IGBTs are more robust for high voltage, but need extra free-wheel diodes (if not built-in to the package,
IGBTs don't have a body diode as part of their geometry, so its a separate die).

MOSFET/IGBT gate driving is best the province of gate driver chips designed for the purpose, not a cobbled together
small slow H-bridge.

The L298 uses darlingtons so it cannot even pull a gate to 0V for hard turn off, let alone do it in 250ns or
whatever switching window you need for sensible switching losses in a high power H-bridge.
[ I will NOT respond to personal messages, I WILL delete them, use the forum please ]

Robin2

H-bridge that uses 200v 10amp mosfets?
Just out of curiosity, why would it be necessary to drive a stepper motor with 200v?

...R
Two or three hours spent thinking and reading documentation solves most programming problems.

MarkT

[ I will NOT respond to personal messages, I WILL delete them, use the forum please ]

Robin2

For 5000 rpm?
Would that be possible?

However I was really hoping to find out what the OP is planning to do.

...R
Two or three hours spent thinking and reading documentation solves most programming problems.

MarkT

Don't know if its possible, but you need lots of voltage to overcome inductive and motional back-EMF to
run a stepper motor quickly with torque.  You do get increased losses as the voltage and switching speed
goes up, and eventually that limits performance.
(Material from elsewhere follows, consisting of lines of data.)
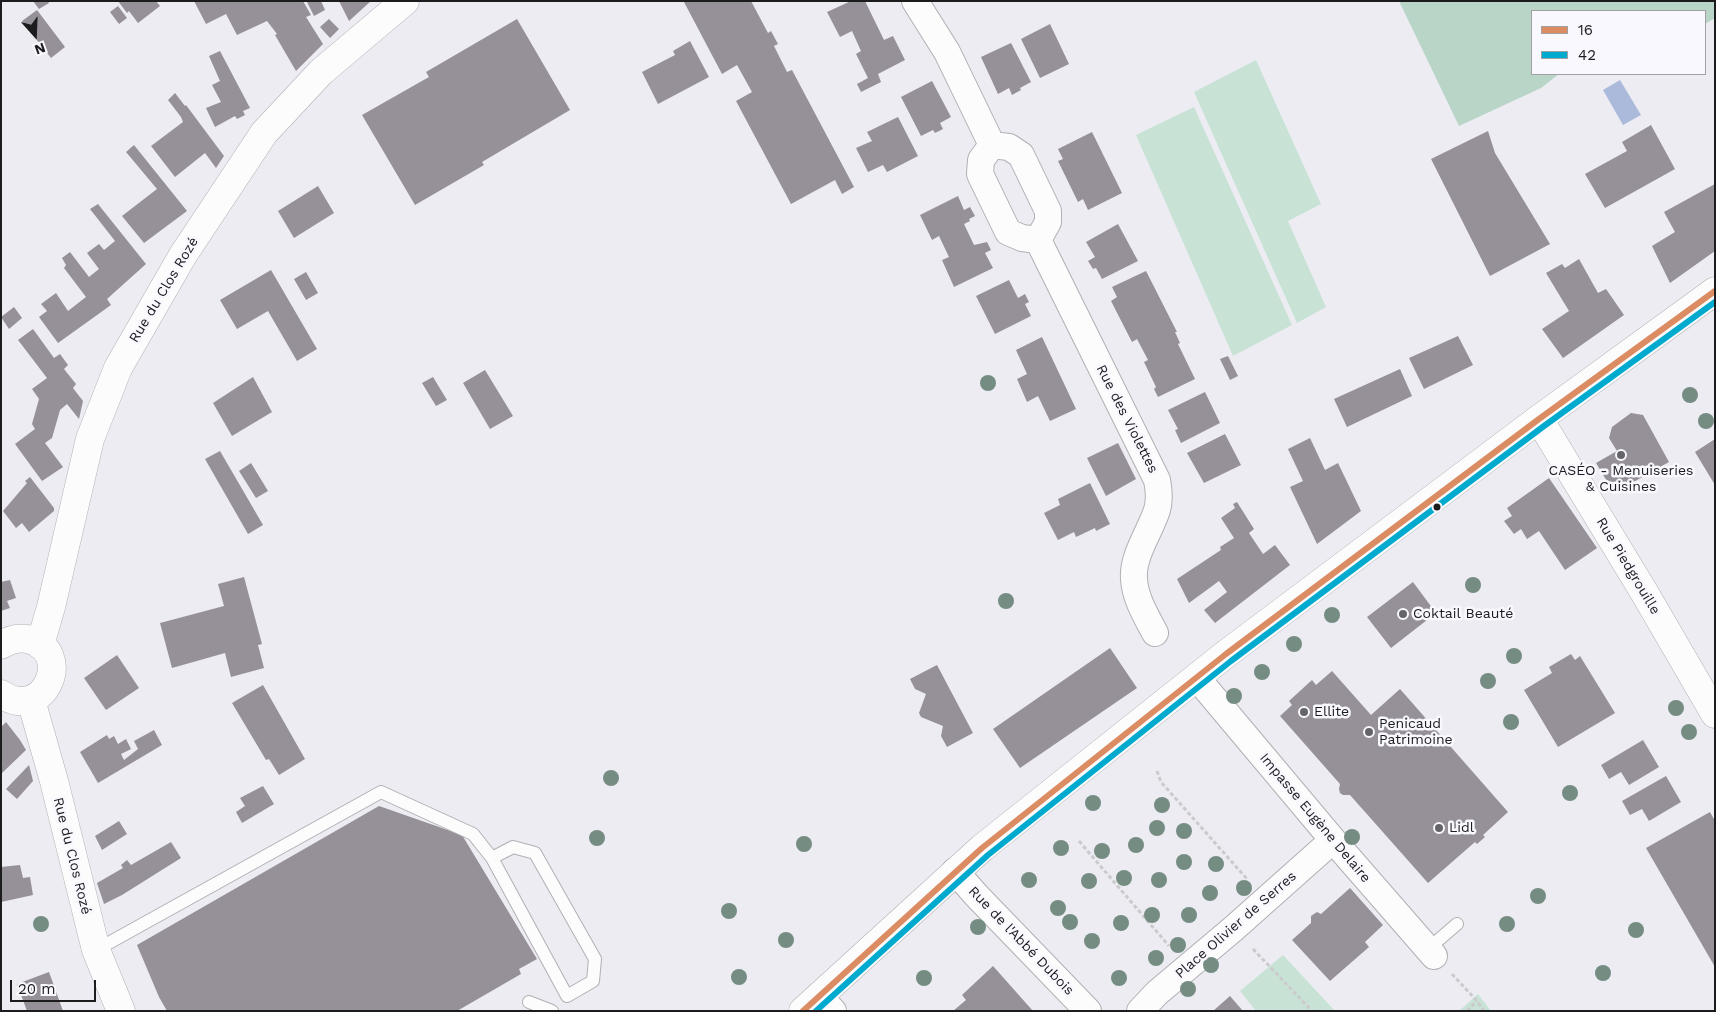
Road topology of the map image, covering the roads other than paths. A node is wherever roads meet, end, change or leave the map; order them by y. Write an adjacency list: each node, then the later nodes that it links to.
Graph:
1 (405, 1): 9 (street, Rue du Clos Rozé)
2 (915, 1): 3 (street)
3 (992, 145): 4 (street); 4 (street)
4 (1038, 240): 7 (street, Rue des Violettes)
5 (1715, 291): 6 (street)
6 (1539, 418): 10 (street); 13 (street, Rue Piedgrouille)
7 (1154, 633)
8 (1, 645): 9 (street)
9 (40, 645): 12 (street)
10 (1197, 678): 14 (street, Impasse Eugène Delaire); 16 (street)
11 (1, 694): 12 (street)
12 (31, 700): 18 (street, Rue du Clos Rozé)
13 (1715, 714)
14 (1333, 840): 19 (street, Impasse Eugène Delaire); 25 (street, Place Olivier de Serres)
15 (492, 858): 15 (lane); 18 (lane)
16 (955, 870): 21 (street); 24 (street, Rue de l'Abbé Dubois)
17 (1457, 924): 19 (lane)
18 (96, 950): 22 (street, Rue du Clos Rozé)
19 (1431, 953)
20 (529, 1002): 23 (lane)
21 (818, 1006)
22 (121, 1011)
23 (552, 1011)
24 (1088, 1011)
25 (1140, 1011)

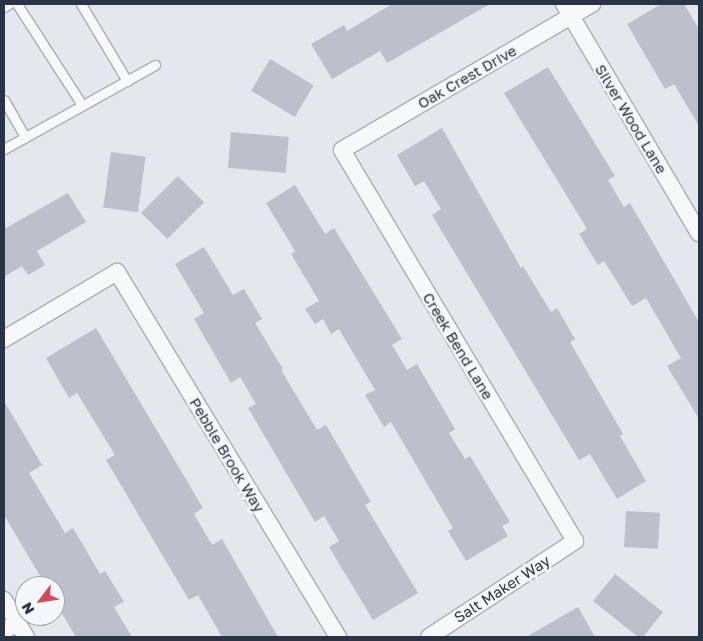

I've driven a NEMA17 at 2400rpm from 24V, but with very little torque available at that speed.  80V systems
are fairly common for CNC.

Proper stepper driver chips aren't commonly available for very high voltage, so a separate index controller and
explicit MOSFET H-bridges are used with current feedback in hardware I'd imagine for bespoke high voltage
controllers.  Most integrated stepper driver chips are around 30 to 50V I think.
[ I will NOT respond to personal messages, I WILL delete them, use the forum please ]

Robin2

Don't know if its possible
Still waiting for a response from the OP. My guess is that you know a great deal more about this stuff :)

...R
Two or three hours spent thinking and reading documentation solves most programming problems.